Abstract

To investigate fluoride (F)-induced intestine barrier damage and the role of estrogen deficiency in this progress, a rat model of estrogen deficiency was established through bilateral surgical removal of ovaries. The F exposure model was then continued by adding sodium fluoride (0, 25, 50, and 100mg/L, calculated on a fluorine ion basis) to drinking water for 90days. Afterward, intestinal mucosal structure, barrier function, and inflammatory cytokines were evaluated. The results showed that excessive F decreased the developmental parameters (crypt depth) of the cecum and rectum and inhibited the proliferation capacity of the intestinal epithelia, which are more obvious in the state of estrogen deficiency. The distribution of goblet cells and glycoproteins in the intestinal mucosa decreased with the increase in F concentration, and estrogen deficiency led to a further decline, especially in the rectum. Using the immunofluorescence method, the study showed that excessive F caused interleukin-17A (IL-17A) significantly decrease in the cecum and increase in the rectum.

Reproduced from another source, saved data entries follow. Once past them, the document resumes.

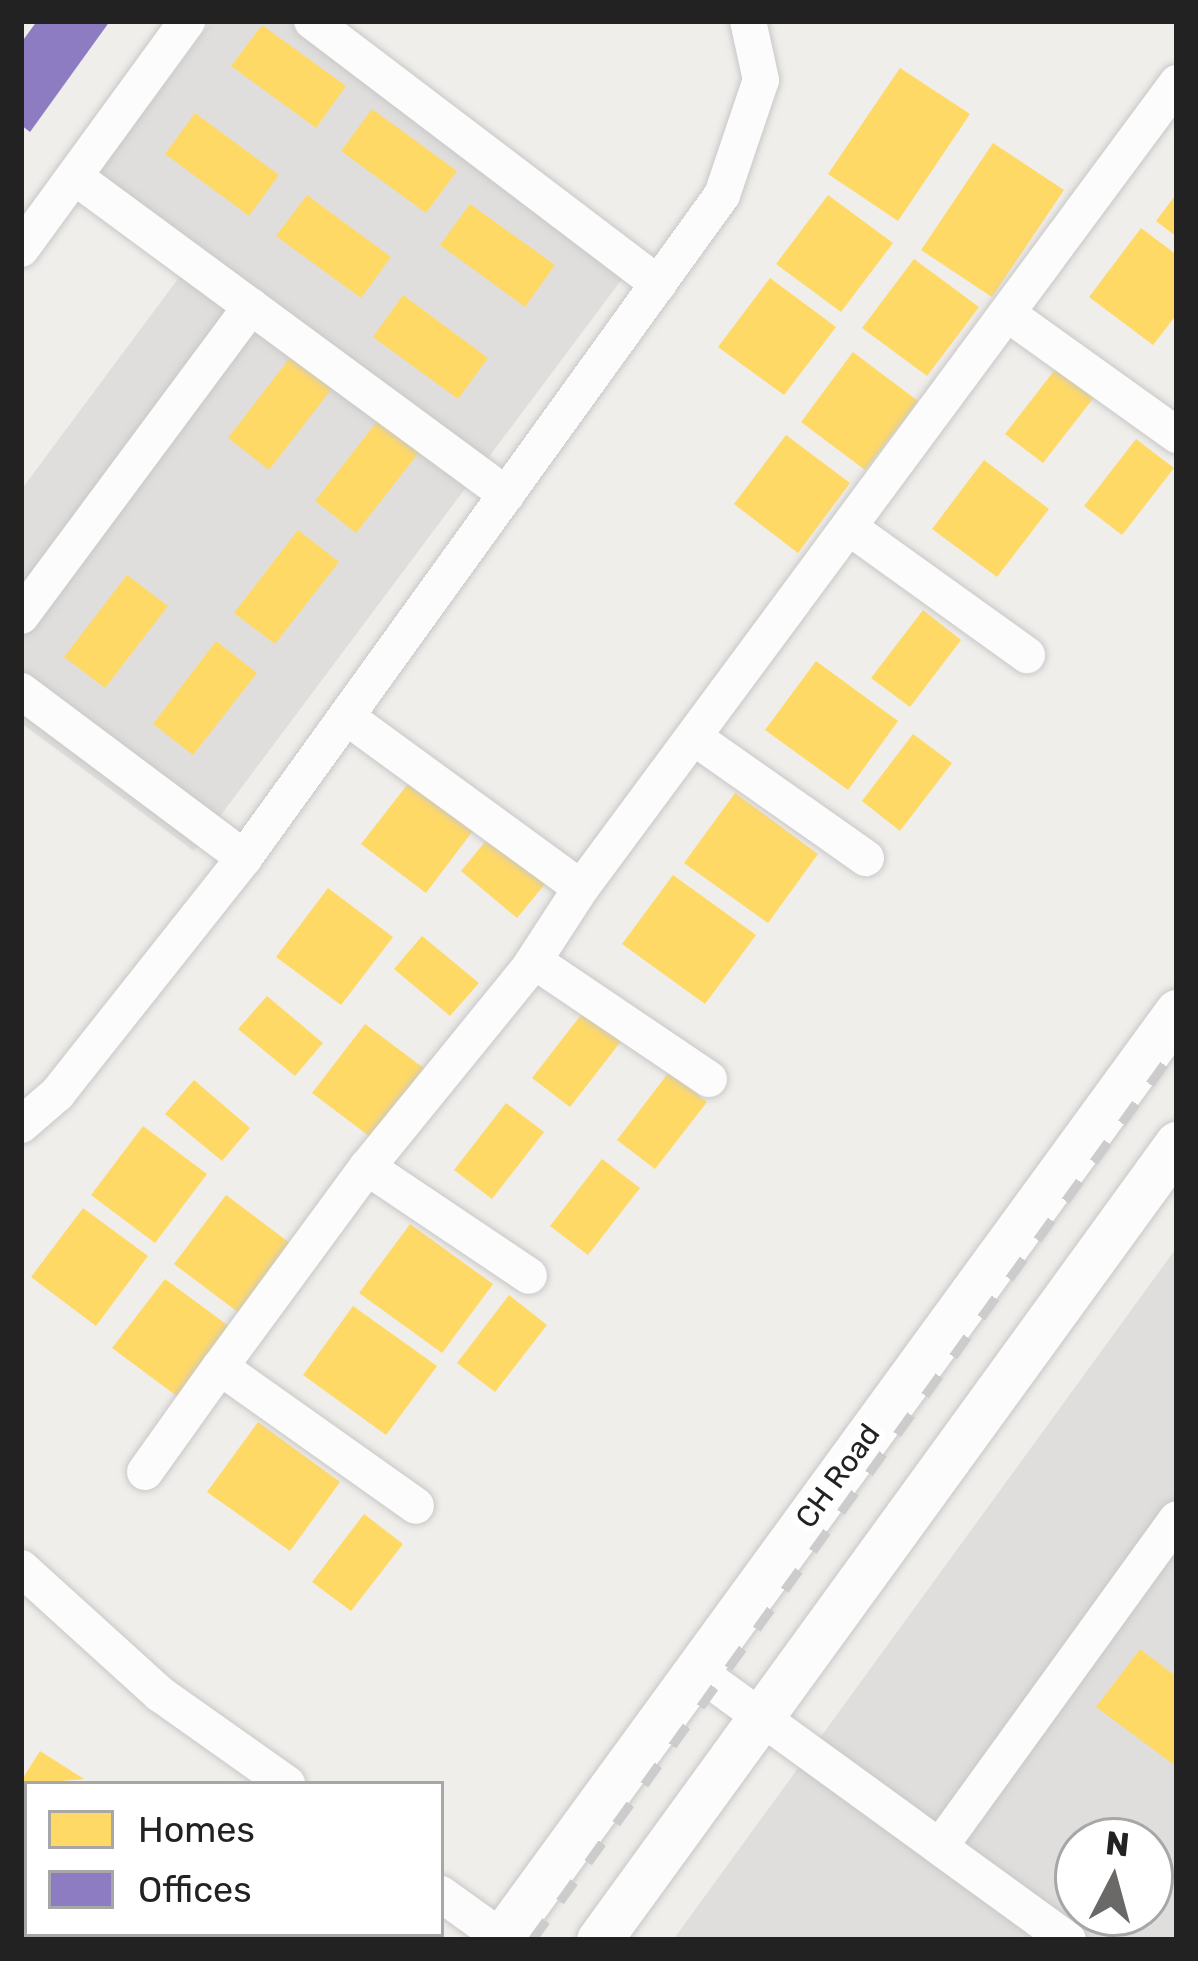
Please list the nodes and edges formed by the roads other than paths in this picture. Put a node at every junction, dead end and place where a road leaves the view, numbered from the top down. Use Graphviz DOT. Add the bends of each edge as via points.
graph roads {
  1 [pos="187,21"];
  2 [pos="311,21"];
  3 [pos="748,21"];
  4 [pos="1172,98"];
  5 [pos="75,177"];
  6 [pos="21,249"];
  7 [pos="658,284"];
  8 [pos="251,306"];
  9 [pos="1007,314"];
  10 [pos="1177,436"];
  11 [pos="507,495"];
  12 [pos="850,528"];
  13 [pos="21,616"];
  14 [pos="1027,655"];
  15 [pos="21,691"];
  16 [pos="348,718"];
  17 [pos="695,738"];
  18 [pos="244,858"];
  19 [pos="866,858"];
  20 [pos="581,888"];
  21 [pos="534,961"];
  22 [pos="1177,1012"];
  23 [pos="710,1079"];
  24 [pos="21,1125"];
  25 [pos="1177,1144"];
  26 [pos="367,1168"];
  27 [pos="530,1276"];
  28 [pos="220,1367"];
  29 [pos="146,1472"];
  30 [pos="416,1506"];
  31 [pos="1177,1519"];
  32 [pos="21,1568"];
  33 [pos="696,1670"];
  34 [pos="763,1714"];
  35 [pos="283,1781"];
  36 [pos="941,1846"];
  37 [pos="444,1896"];
  38 [pos="502,1939"];
  39 [pos="598,1940"];
  40 [pos="1068,1940"];
  1 -- 5 [label="street"];
  2 -- 7 [label="street"];
  3 -- 7 [label="street" via="760,80 728,176"];
  4 -- 9 [label="street"];
  5 -- 6 [label="street"];
  5 -- 8 [label="street"];
  7 -- 11 [label="street"];
  8 -- 11 [label="street"];
  8 -- 13 [label="street"];
  9 -- 10 [label="street"];
  9 -- 12 [label="street"];
  11 -- 16 [label="street"];
  12 -- 14 [label="street"];
  12 -- 17 [label="street"];
  15 -- 18 [label="street"];
  16 -- 18 [label="street"];
  16 -- 20 [label="street"];
  17 -- 19 [label="street"];
  17 -- 20 [label="street"];
  18 -- 24 [label="street" via="57,1094"];
  20 -- 21 [label="street"];
  21 -- 23 [label="street"];
  21 -- 26 [label="street"];
  22 -- 33 [label="street, CH Road"];
  25 -- 34 [label="street"];
  26 -- 27 [label="street"];
  26 -- 28 [label="street"];
  28 -- 29 [label="street"];
  28 -- 30 [label="street"];
  31 -- 36 [label="street"];
  32 -- 35 [label="street" via="160,1694"];
  33 -- 34 [label="street"];
  33 -- 38 [label="street, CH Road"];
  34 -- 36 [label="street"];
  34 -- 39 [label="street"];
  36 -- 40 [label="street"];
  37 -- 38 [label="street"];
}
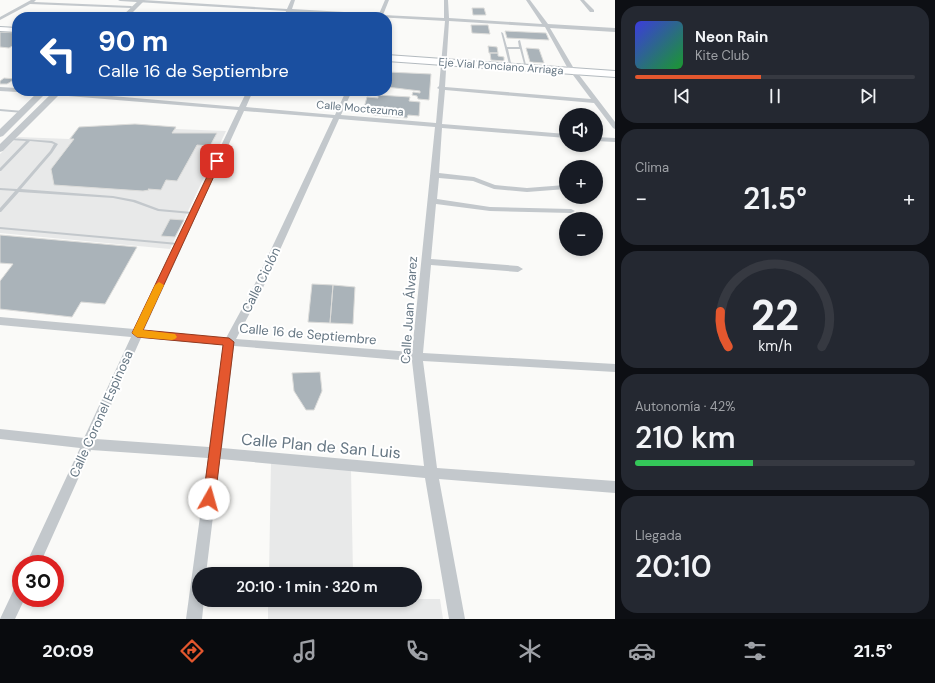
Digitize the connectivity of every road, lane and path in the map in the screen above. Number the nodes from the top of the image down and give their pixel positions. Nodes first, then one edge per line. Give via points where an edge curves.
1 (120, 0) edge
2 (293, 0) edge
3 (387, 0) edge
4 (446, 0) edge
5 (528, 0) edge
6 (582, 0) edge
7 (32, 1) edge
8 (144, 1) edge
9 (134, 8) junction
10 (289, 10) junction
11 (12, 12) edge
12 (12, 12) edge
13 (131, 12) edge
14 (132, 12) edge
15 (307, 12) edge
16 (382, 12) edge
17 (592, 12) dead end
18 (392, 18) edge
19 (0, 19) edge
20 (447, 21) junction
21 (547, 27) junction
22 (0, 28) edge
23 (12, 29) edge
24 (615, 30) edge
25 (502, 33) dead end
26 (519, 41) dead end
27 (507, 48) junction
28 (520, 48) junction
29 (392, 55) edge
30 (392, 58) edge
31 (444, 60) junction
32 (510, 63) junction
33 (525, 64) junction
34 (572, 69) junction
35 (615, 70) edge
36 (615, 74) edge
37 (0, 88) edge
38 (440, 88) junction
39 (12, 89) edge
40 (39, 96) edge
41 (53, 96) edge
42 (97, 96) edge
43 (129, 96) edge
44 (248, 96) edge
45 (347, 96) edge
46 (127, 99) junction
47 (596, 101) junction
48 (242, 109) junction
49 (0, 110) edge
50 (23, 112) junction
51 (338, 116) junction
52 (438, 126) junction
53 (615, 127) edge
54 (0, 134) edge
55 (559, 135) edge
56 (603, 139) edge
57 (10, 140) junction
58 (29, 140) junction
59 (615, 140) edge
60 (0, 149) edge
61 (0, 170) edge
62 (435, 175) junction
63 (559, 187) edge
64 (0, 190) edge
65 (17, 191) junction
66 (432, 201) junction
67 (571, 210) dead end
68 (0, 211) edge
69 (192, 213) junction
70 (0, 228) edge
71 (178, 244) junction
72 (426, 262) junction
73 (518, 269) dead end
74 (0, 321) edge
75 (137, 333) junction
76 (229, 342) junction
77 (417, 357) junction
78 (615, 368) edge
79 (0, 434) edge
80 (88, 444) junction
81 (214, 453) junction
82 (431, 474) junction
83 (615, 487) edge
84 (37, 555) edge
85 (200, 567) edge
86 (13, 607) edge
87 (195, 607) edge
88 (7, 619) edge
89 (194, 619) edge
90 (457, 619) edge

1 - 8 street
2 - 10 street
3 - 16 street
4 - 20 street, Calle Juan Álvarez
5 - 21 street
6 - 17 street
7 - 9 street
7 - 11 street
8 - 9 street
8 - 10 street
8 - 14 street
9 - 13 street
10 - 15 street
12 - 19 street
18 - 20 street
20 - 21 street
20 - 31 street, Calle Juan Álvarez
21 - 24 street
21 - 34 street
22 - 23 main road
25 - 27 lane
26 - 28 lane
27 - 28 lane
27 - 32 lane
28 - 33 lane
29 - 31 main road, Eje Vial Ponciano Arriaga
30 - 31 main road, Eje Vial Ponciano Arriaga
31 - 32 main road, Eje Vial Ponciano Arriaga
31 - 34 main road, Eje Vial Ponciano Arriaga
31 - 38 street, Calle Juan Álvarez
32 - 33 main road, Eje Vial Ponciano Arriaga
33 - 34 main road, Eje Vial Ponciano Arriaga
34 - 35 main road, Eje Vial Ponciano Arriaga
34 - 36 main road, Eje Vial Ponciano Arriaga
34 - 47 street
37 - 39 street
38 - 47 street
38 - 52 street, Calle Juan Álvarez
40 - 50 street
41 - 57 street
42 - 46 street, Calle Moctezuma
43 - 46 street
44 - 48 street, Calle Coronel Espinosa
45 - 51 street, Calle Ciclón
46 - 48 street, Calle Moctezuma
47 - 53 street
48 - 51 street, Calle Moctezuma
48 - 69 street, Calle Coronel Espinosa
49 - 50 lane
50 - 54 street
51 - 52 street, Calle Moctezuma
51 - 76 street, Calle Ciclón via 256,292
52 - 55 street, Calle Moctezuma
52 - 62 street, Calle Juan Álvarez
56 - 59 street
57 - 58 lane
57 - 60 street
58 - 61 lane
58 - 65 lane via 56,144
62 - 63 street via 474,179 494,187 527,190
62 - 66 street, Calle Juan Álvarez
64 - 65 lane
65 - 68 lane
65 - 69 lane via 113,198 134,201 158,210
66 - 67 street via 490,209
66 - 72 street, Calle Juan Álvarez
69 - 71 street, Calle Coronel Espinosa
70 - 71 lane
71 - 75 street, Calle Coronel Espinosa
72 - 73 street
72 - 77 street, Calle Juan Álvarez
74 - 75 street, Calle 16 de Septiembre
75 - 76 street, Calle 16 de Septiembre
75 - 80 street, Calle Coronel Espinosa
76 - 77 street, Calle 16 de Septiembre
76 - 81 street, Calle Ciclón
77 - 78 street, Calle 16 de Septiembre
77 - 82 street, Calle Juan Álvarez
79 - 80 street, Calle Plan de San Luis
80 - 81 street, Calle Plan de San Luis
80 - 84 street, Calle Coronel Espinosa
81 - 82 street, Calle Plan de San Luis
81 - 85 street, Calle Ciclón
82 - 83 street, Calle Plan de San Luis
82 - 90 street, Calle Juan Álvarez
86 - 88 street
87 - 89 street

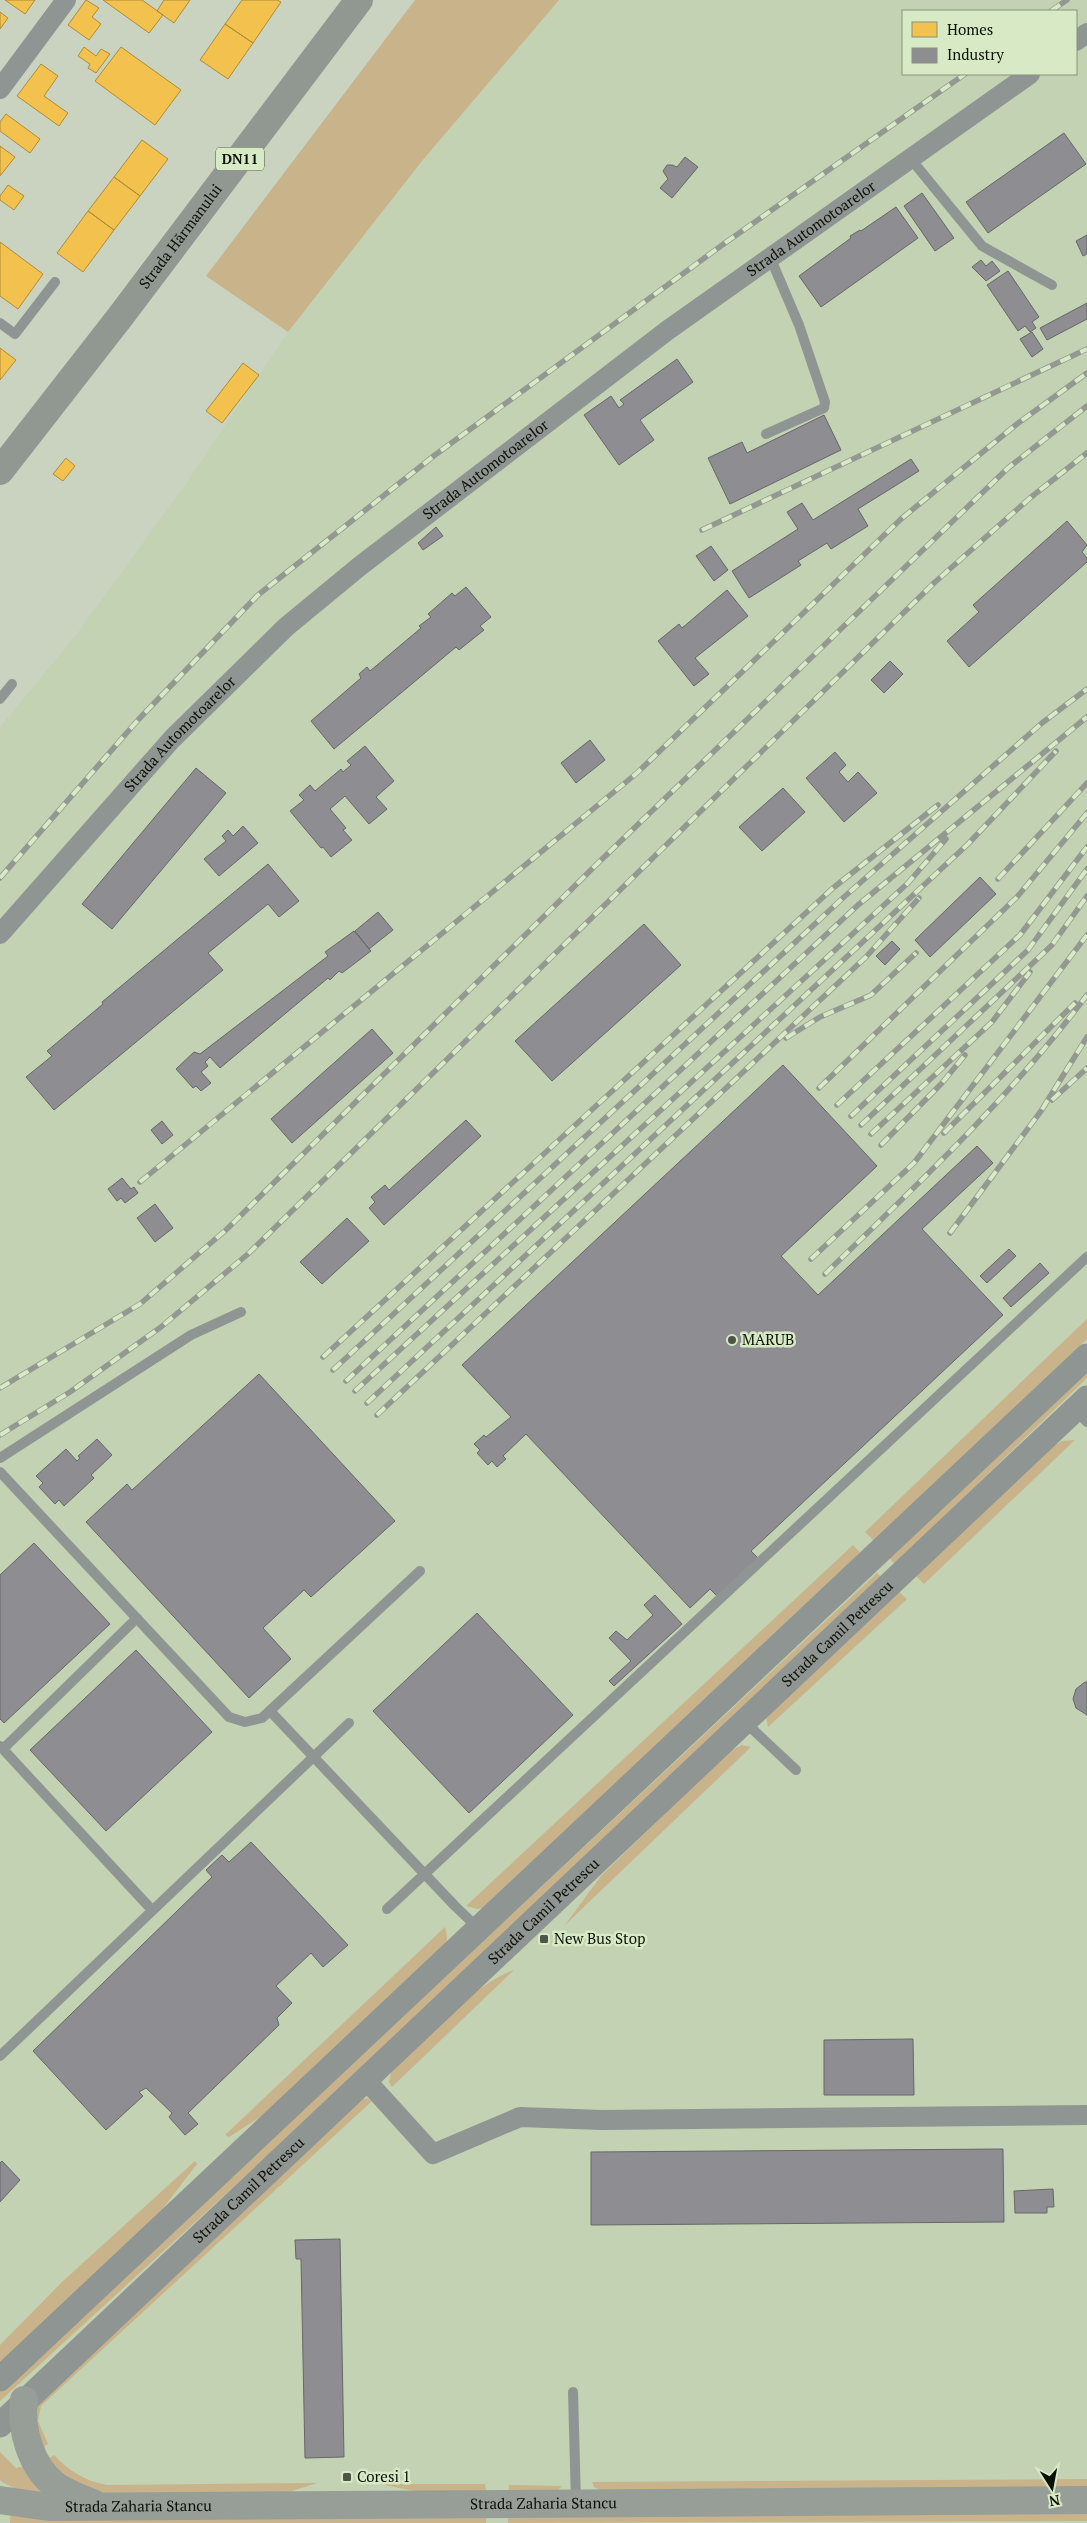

Meanwhile, F treatment remarkably upregulated the expression of intestinal IL-1β, IL-23, and IL-22, while the level of IL-6 was downregulated. In addition, estrogen deficiency increased IL-1β, IL-6, IL-23, and IL-22, but decreased IL-17A expression in the cecum and rectum. Collectively, F exposure damaged intestinal morphological structure, inhibited epithelial cell proliferation and mucus barrier function, and resulted in the disturbance of T helper (Th) 17 cell-related cytokines expression. Estrogen deficiency may further aggravate F-induced damage to the cecum and rectum.